There on the front page of House & Home was one of those multi-coloured data-strewn world maps that at first send your head into a spin. Once I got through the initial “data-shock” moment I realised I was looking at something really quite significant. It was based on research from the Brookings Institution in the US, and was all about where the world’s middle class consumers will be by 2030.

But before I allowed myself to become excited, a little “data alarm bell” went off: how are they defining “middle class”? I have already – preposterously – been told breathlessly about India’s 400 million middle class consumers – only to discover that these “middle class” have electricity, running water, a bicycle and perhaps a refrigerator: hardly in the category of a middle class Parisian with a poodle and a Prada bag, drinking anis at a corner café on the Champs Elysees.

But this research seemed reasonable: “middle class” meant someone spending between US$10 and US$100 a day in purchasing power parity (PPP) terms. The world of PPP is a weird one, but let’s not be too persnickety – this definition meant a person can afford a Starbucks, has more than one pair of shoes, has an iPhone, and a computer at home.

So why did this Brookings research make my hair stand on end? First, where the world’s middle class live: in 2009, 664 million of them were in Europe and 338 million were in North America – 54 per cent of a world total of 1.85 billion middle class. The Asia-Pacific, with 525 million, accounted for 28 per cent.

But now look at the world they predict in 2030: Europe’s middle class will grow slightly to 680 million, while in North America the middle class population will shrink slightly to 322 million. But by then, the Asia-Pacific will account for 3.23 billion middle class consumers. From 28 per cent of the world’s middle class consumers today, the Asia-Pacific will by 2030 account for 66 per cent of a global total of 4.88 billion middle class. The US and Europe combined shrink from 54 per cent today to account for just 21 per cent.

If that was not shock enough in terms of imagining the shift in global consumer gravity between now and 2030 – after all, just 15 years away – their data on middle class consumption by 2030 had me reeling. Middle class consumption in Germany will be $1.3 trillion, and in France $1.1 trillion. The US at $4 trillion will still be significantly larger. But then look at Asia: middle class consumption in Japan will be a predictable $2.3 trillion. But then look at Indonesia ($2.5 trillion); China $10 trillion; India $12.8 trillion.

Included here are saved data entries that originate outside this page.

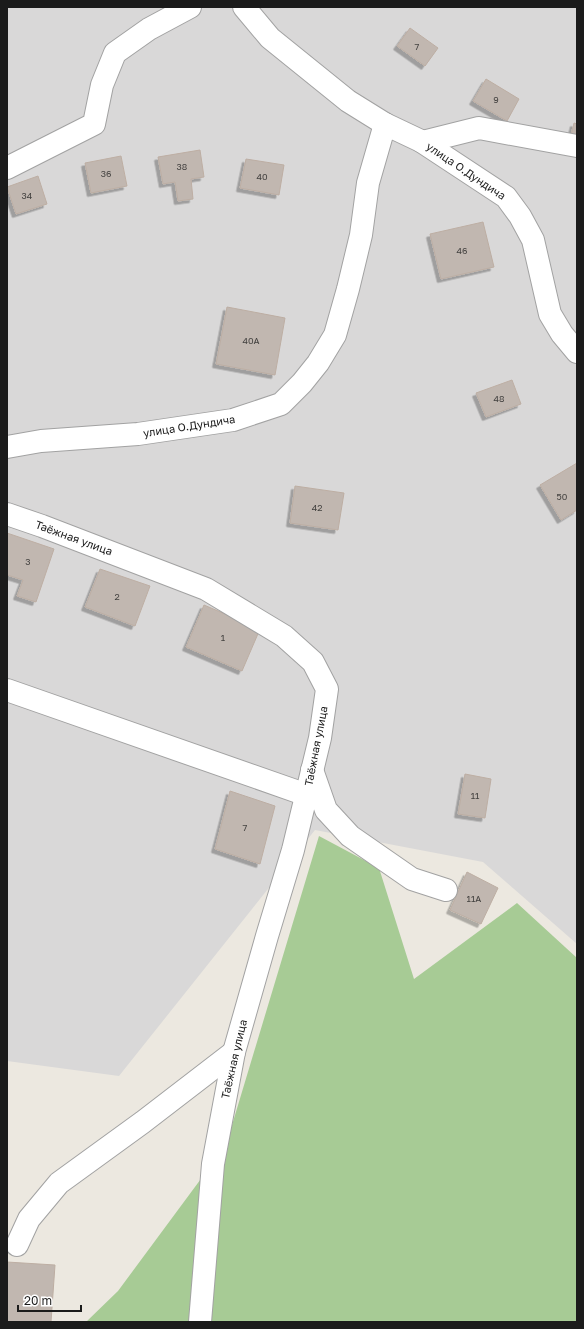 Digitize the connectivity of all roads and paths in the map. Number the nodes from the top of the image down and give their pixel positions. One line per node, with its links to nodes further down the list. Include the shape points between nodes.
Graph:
1 (190, 7): 6 (street, via 149,29 115,53 102,85 94,124)
2 (244, 7): 3 (street, улица О.Дундича, via 270,38 348,101)
3 (385, 124): 4 (street, улица О.Дундича); 8 (street, улица О.Дундича, via 368,183 362,235 335,335 302,383 281,404 233,420 138,434 41,441)
4 (421, 141): 5 (street, улица О.Дундича, via 479,128); 7 (street, улица О.Дундича, via 506,197 533,240 550,314)
5 (577, 146)
6 (7, 168)
7 (577, 352)
8 (7, 447)
9 (7, 514): 11 (street, Таёжная улица, via 206,588 284,636 313,662 327,689 320,738)
10 (7, 690): 12 (street)
11 (312, 770): 12 (street, Таёжная улица); 13 (street, via 326,810 350,836 412,879)
12 (306, 795): 14 (street, Таёжная улица, via 293,850)
13 (446, 890)
14 (234, 1052): 15 (street, via 59,1183 29,1219); 16 (street, Таёжная улица, via 212,1164)
15 (17, 1245)
16 (200, 1322) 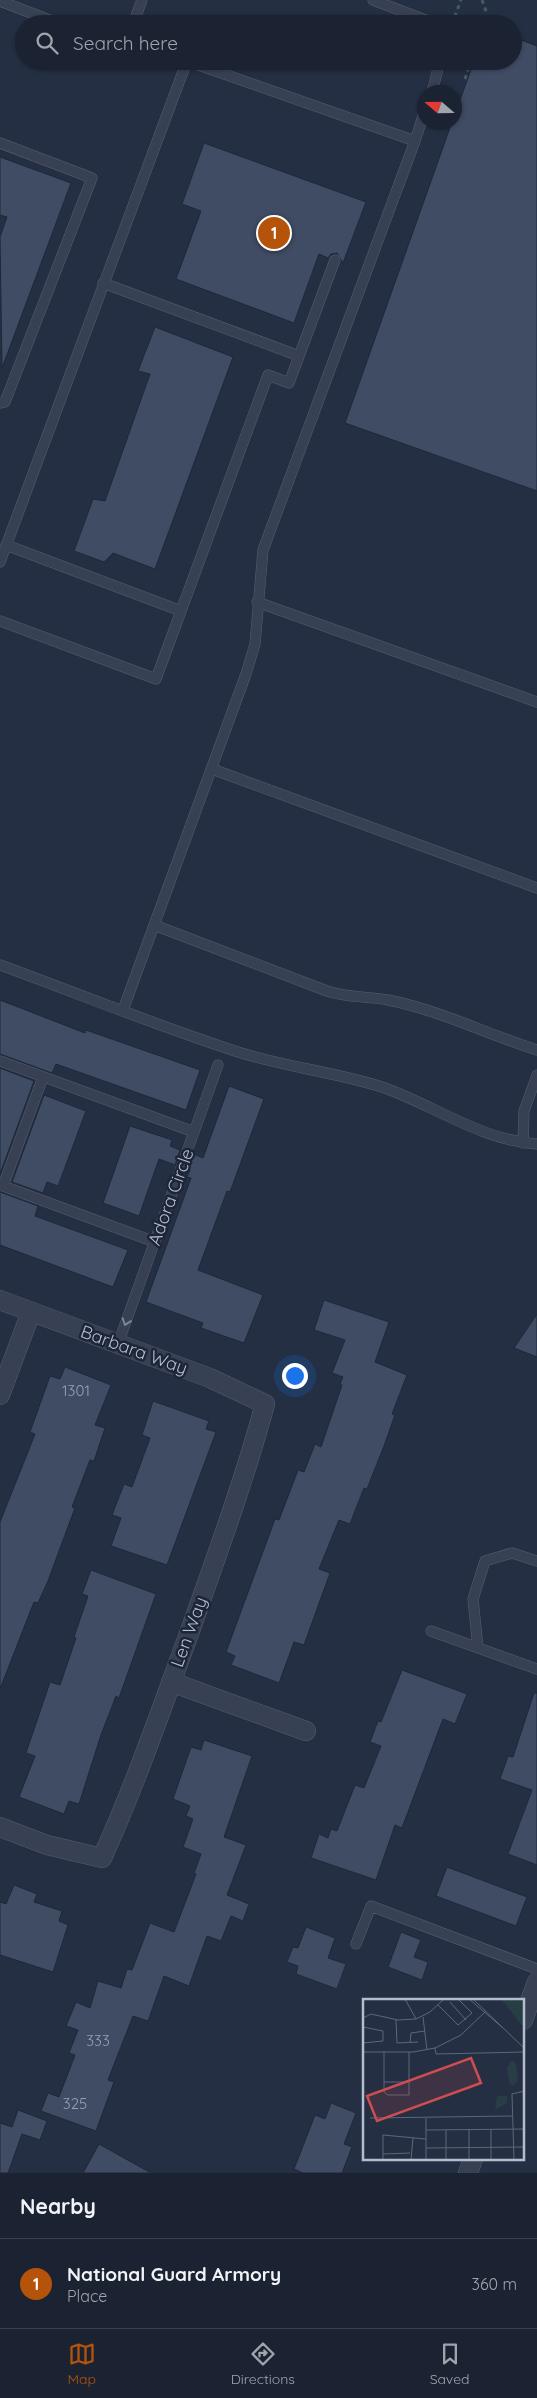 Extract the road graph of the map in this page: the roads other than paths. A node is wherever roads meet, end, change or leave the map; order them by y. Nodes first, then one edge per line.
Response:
1 (142, 0) edge
2 (373, 0) edge
3 (0, 1) edge
4 (37, 15) edge
5 (136, 15) edge
6 (412, 15) edge
7 (184, 70) edge
8 (213, 70) edge
9 (438, 70) edge
10 (434, 85) edge
11 (419, 130) edge
12 (415, 141) junction
13 (0, 143) edge
14 (334, 260) dead end
15 (103, 283) junction
16 (299, 356) junction
17 (0, 403) edge
18 (6, 545) junction
19 (0, 562) edge
20 (257, 602) junction
21 (182, 611) junction
22 (0, 621) edge
23 (537, 702) edge
24 (212, 769) junction
25 (537, 888) edge
26 (154, 925) junction
27 (0, 965) edge
28 (128, 1011) junction
29 (537, 1050) edge
30 (0, 1061) edge
31 (218, 1066) dead end
32 (537, 1076) edge
33 (43, 1077) junction
34 (194, 1132) junction
35 (522, 1143) junction
36 (537, 1144) edge
37 (1, 1185) edge
38 (155, 1242) junction
39 (0, 1300) edge
40 (30, 1312) junction
41 (118, 1344) junction
42 (0, 1395) edge
43 (266, 1404) joint
44 (537, 1561) edge
45 (431, 1631) dead end
46 (478, 1648) junction
47 (537, 1669) edge
48 (171, 1682) junction
49 (306, 1731) dead end
50 (0, 1827) edge
51 (356, 1944) dead end
52 (537, 1969) edge
53 (537, 1982) edge
54 (524, 2017) edge
55 (473, 2160) edge
56 (468, 2173) edge

1 - 5 lane
2 - 6 lane
3 - 4 lane
7 - 15 lane
8 - 12 lane
9 - 10 lane
11 - 12 lane
12 - 20 lane
13 - 17 lane
14 - 16 lane
15 - 16 lane
15 - 18 lane
16 - 21 lane
18 - 19 lane
18 - 21 lane
20 - 23 lane
20 - 24 lane
21 - 22 lane
24 - 25 lane
24 - 26 lane
26 - 28 lane
26 - 29 lane
27 - 28 lane
28 - 35 lane
30 - 33 lane, Adora Circle
31 - 34 lane
32 - 35 lane
33 - 34 lane, Adora Circle
33 - 37 lane
34 - 38 lane, Adora Circle
35 - 36 lane
37 - 38 lane
38 -> 41 lane, Adora Circle
39 - 40 street, Barbara Way
40 - 41 street, Barbara Way
40 - 42 street
41 - 43 street, Barbara Way
43 - 48 street, Len Way
44 - 46 lane
45 - 46 lane
46 - 47 lane
48 - 49 street
48 - 50 street, Len Way
51 - 52 lane
53 - 54 street
55 - 56 street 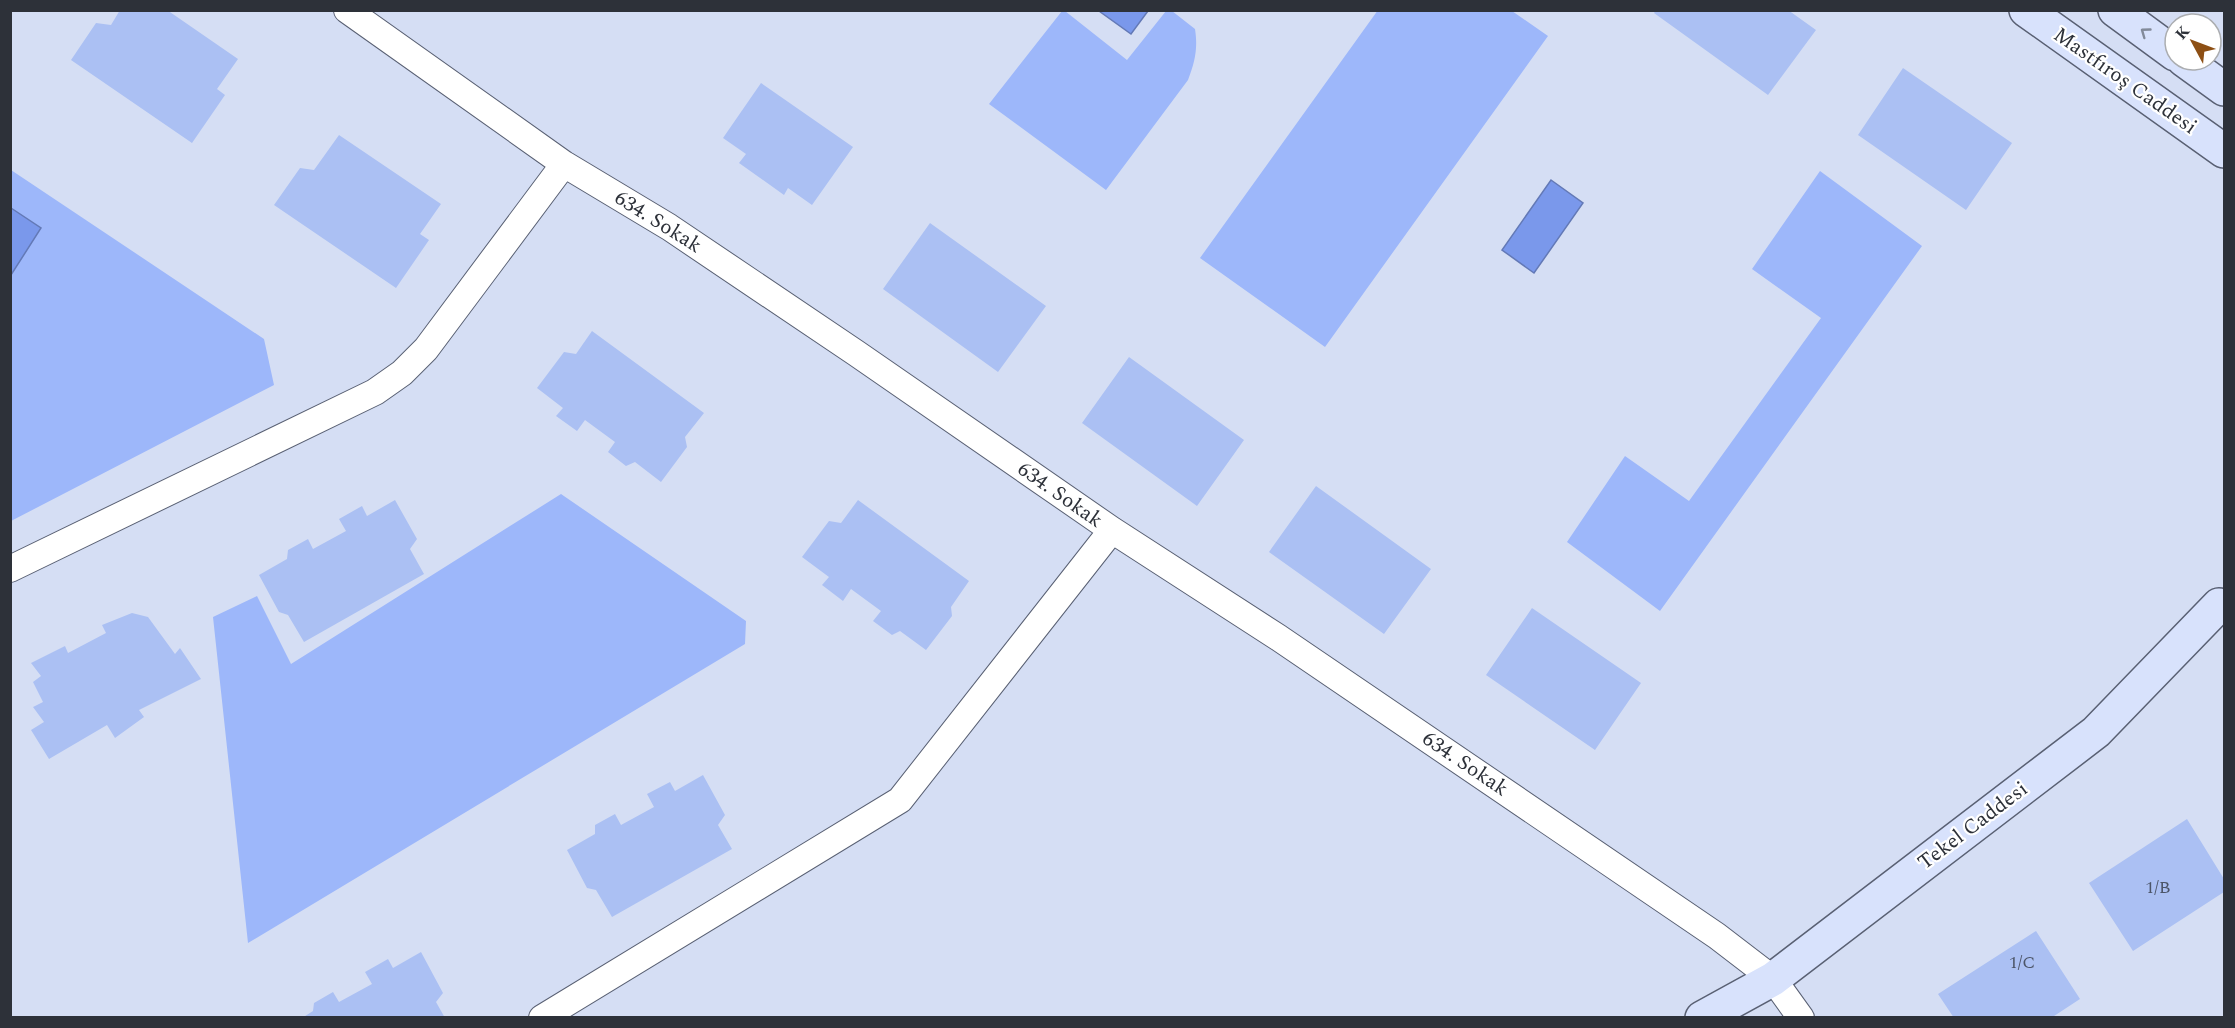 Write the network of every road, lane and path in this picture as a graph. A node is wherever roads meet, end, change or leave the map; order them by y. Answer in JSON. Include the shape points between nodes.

In short, whereas today Europe and North America dominate world middle class consumption, accounting for 64 per cent of a total of $21.3 trillion (a dominance that has stayed steady for most of the past 200 years), by 2030, that share will have fallen to 30 per cent of a total of nearly $56 trillion. The Asia-Pacific, driven by consumers in India and China, will have risen from 23 per cent of consumption today, to 59 per cent.

If these predictions are anywhere near accurate, and if I were CEO of a manufacturer based in Frankfurt or Birmingham or Dallas, the message is clear: build an Asian presence as soon as possible.

I had a surreal feeling absorbing all this data, because India’s economy seems as quagmired as ever, and because we are still obsessively anxious about faltering growth in the Chinese economy, and the dramatic impact of the anti-corruption campaign on luxury spending on the Mainland.

As China’s leaders try to reduce reliance on exports for economic growth, their progress in building domestic consumption seems to be making little progress. Household consumption as a proportion of GDP has actually fallen since 2009 from 38 per cent to 36 per cent.

Of course, Brookings could be horribly wrong. But if not, then somewhere soon, these two seemingly divergent trends will converge. My own bet is that they are more-or-less right. In which case, I feel much more comfortable sitting in Hong Kong than I would sitting with a glass of anis on the Champs Elysees. The shape of the world economy is changing radically. And much more rapidly than we realise.